-- Data in this exercise --
- - - -

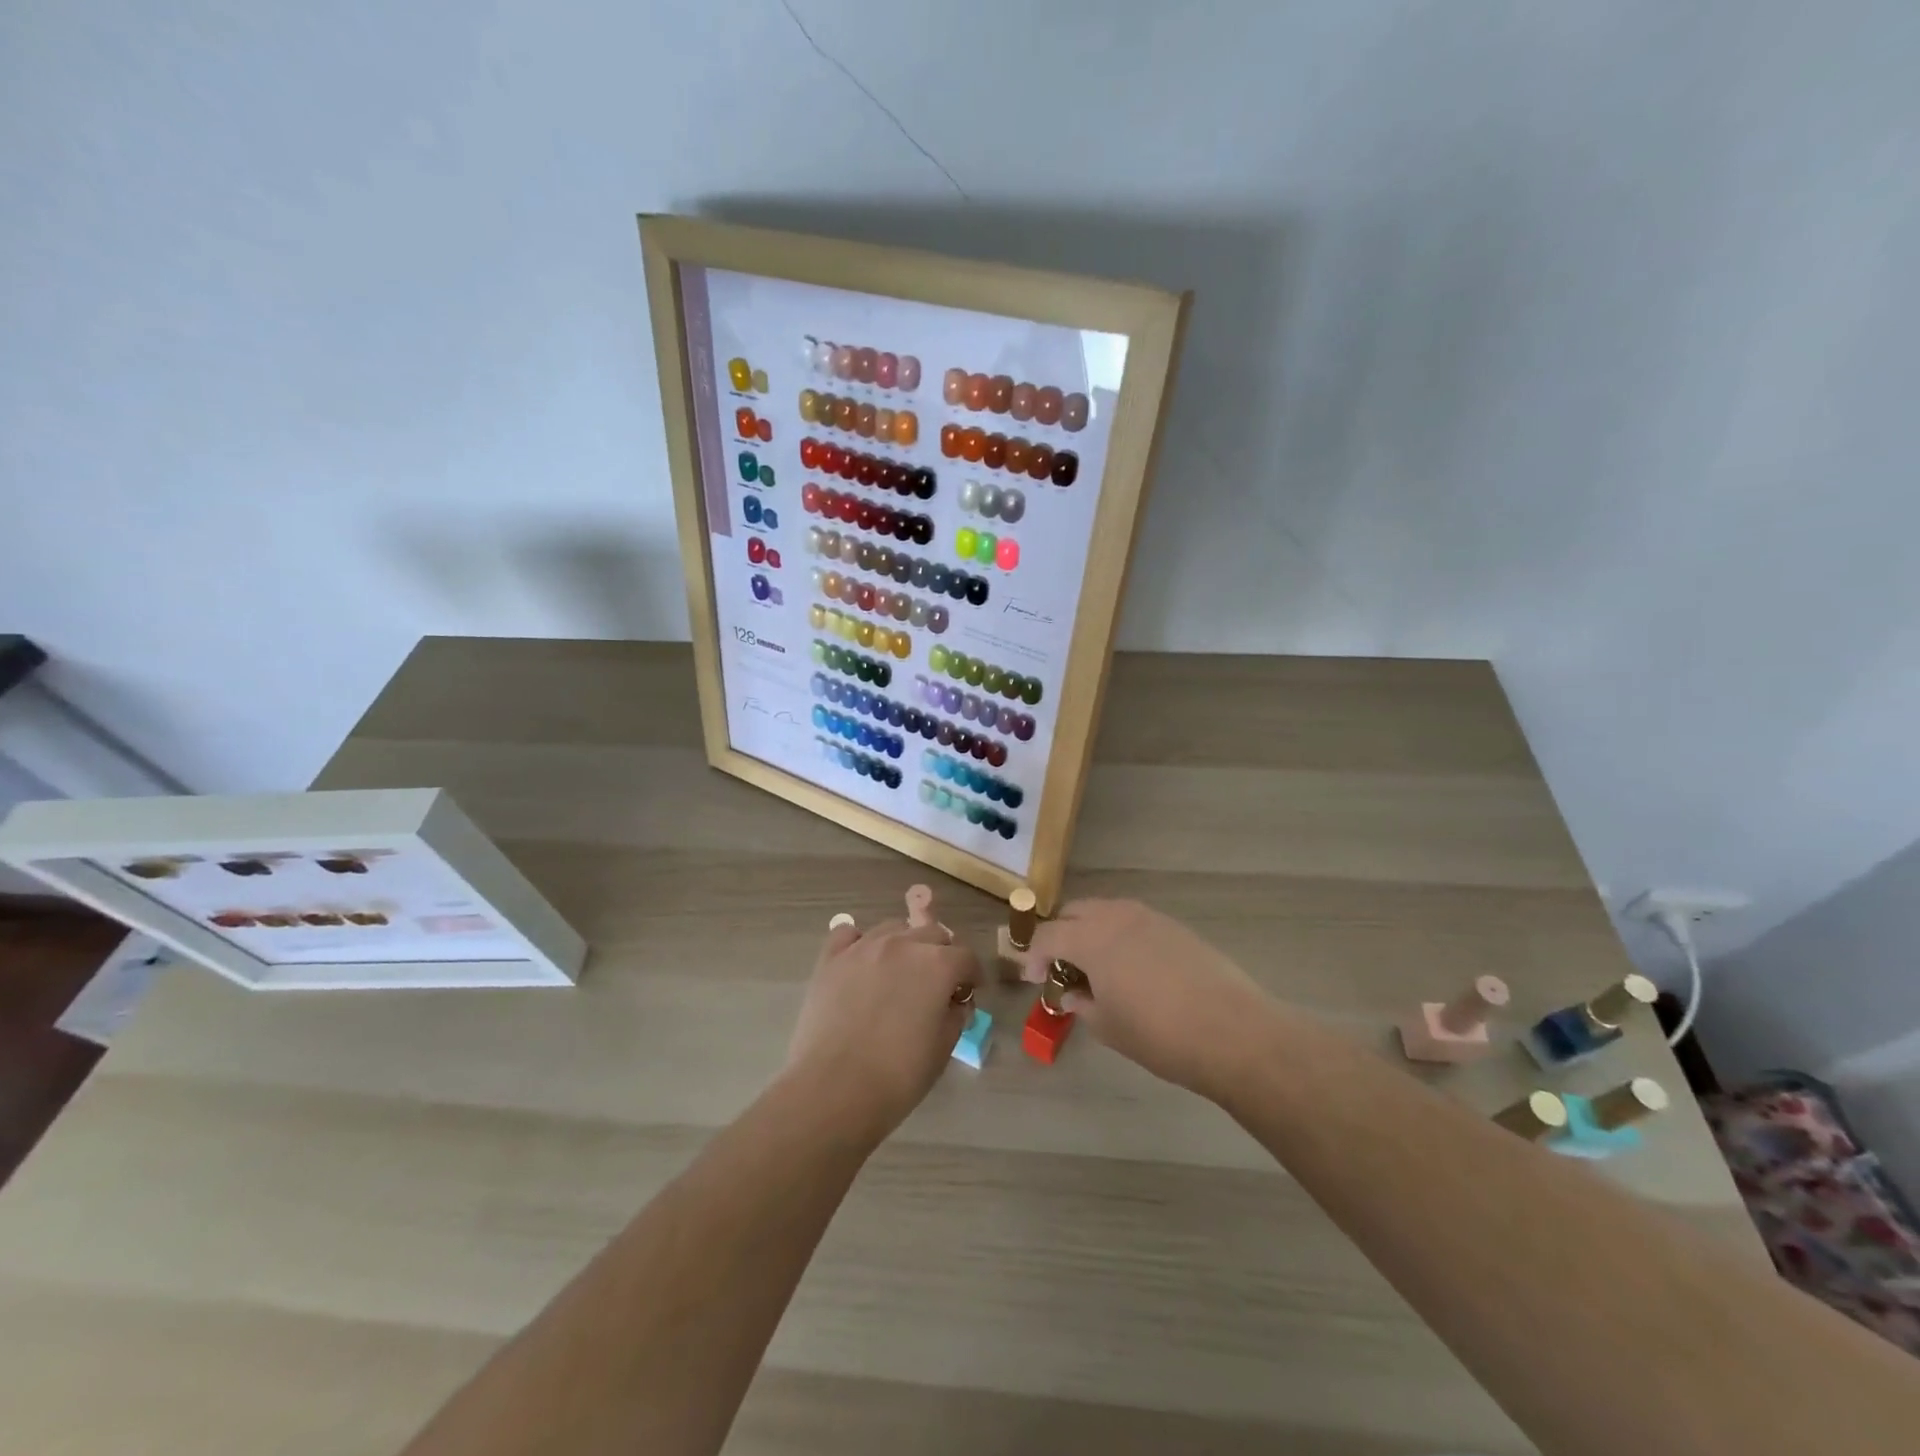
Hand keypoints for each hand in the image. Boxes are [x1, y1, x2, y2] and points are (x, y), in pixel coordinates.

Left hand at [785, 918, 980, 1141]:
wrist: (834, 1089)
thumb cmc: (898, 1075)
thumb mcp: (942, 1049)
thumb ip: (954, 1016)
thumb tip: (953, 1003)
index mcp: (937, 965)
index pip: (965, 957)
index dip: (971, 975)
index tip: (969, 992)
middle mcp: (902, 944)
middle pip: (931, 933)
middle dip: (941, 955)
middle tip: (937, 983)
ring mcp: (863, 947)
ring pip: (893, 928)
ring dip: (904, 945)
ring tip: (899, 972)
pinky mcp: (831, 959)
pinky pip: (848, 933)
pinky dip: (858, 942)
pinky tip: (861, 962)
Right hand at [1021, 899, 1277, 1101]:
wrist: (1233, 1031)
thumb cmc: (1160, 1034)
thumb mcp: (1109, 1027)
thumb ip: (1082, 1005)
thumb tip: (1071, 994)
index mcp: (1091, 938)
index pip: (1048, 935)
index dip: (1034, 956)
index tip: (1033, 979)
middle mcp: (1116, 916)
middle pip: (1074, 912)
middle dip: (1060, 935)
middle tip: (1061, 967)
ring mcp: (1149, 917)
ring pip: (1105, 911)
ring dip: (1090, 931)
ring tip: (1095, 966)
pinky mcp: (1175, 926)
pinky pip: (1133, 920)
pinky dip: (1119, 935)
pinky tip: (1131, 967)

- - - -

-- Exercise prompt --
Set down, from the entries above, exactly the lines from the one with "middle pip: (931, 933)" up to and including the one with "pinky mcp: (1175, 926)", and no other lines.

-- Exercise output --
middle pip: (931, 933)
middle dip: (941, 955)
middle tip: (937, 983)
ring mcp: (863, 947)
ring pip: (893, 928)
ring dip: (904, 945)
ring tip: (899, 972)
pinky mcp: (831, 959)
pinky pip: (848, 933)
pinky dip: (858, 942)
pinky tip: (861, 962)
Right hand at [1021, 899, 1277, 1101]:
wrist: (1233, 1031)
thumb cmc: (1160, 1034)
thumb mcp: (1109, 1027)
thumb ip: (1082, 1005)
thumb tip: (1071, 994)
index mcp: (1091, 938)
index pip: (1048, 935)
index dip: (1034, 956)
index tip: (1033, 979)
middle mcp: (1116, 916)
middle pip: (1074, 912)
middle dip: (1060, 935)
middle tip: (1061, 967)
ring mcp: (1149, 917)
ring pip: (1105, 911)
ring dip: (1090, 931)
ring tip: (1095, 966)
pinky mcp: (1175, 926)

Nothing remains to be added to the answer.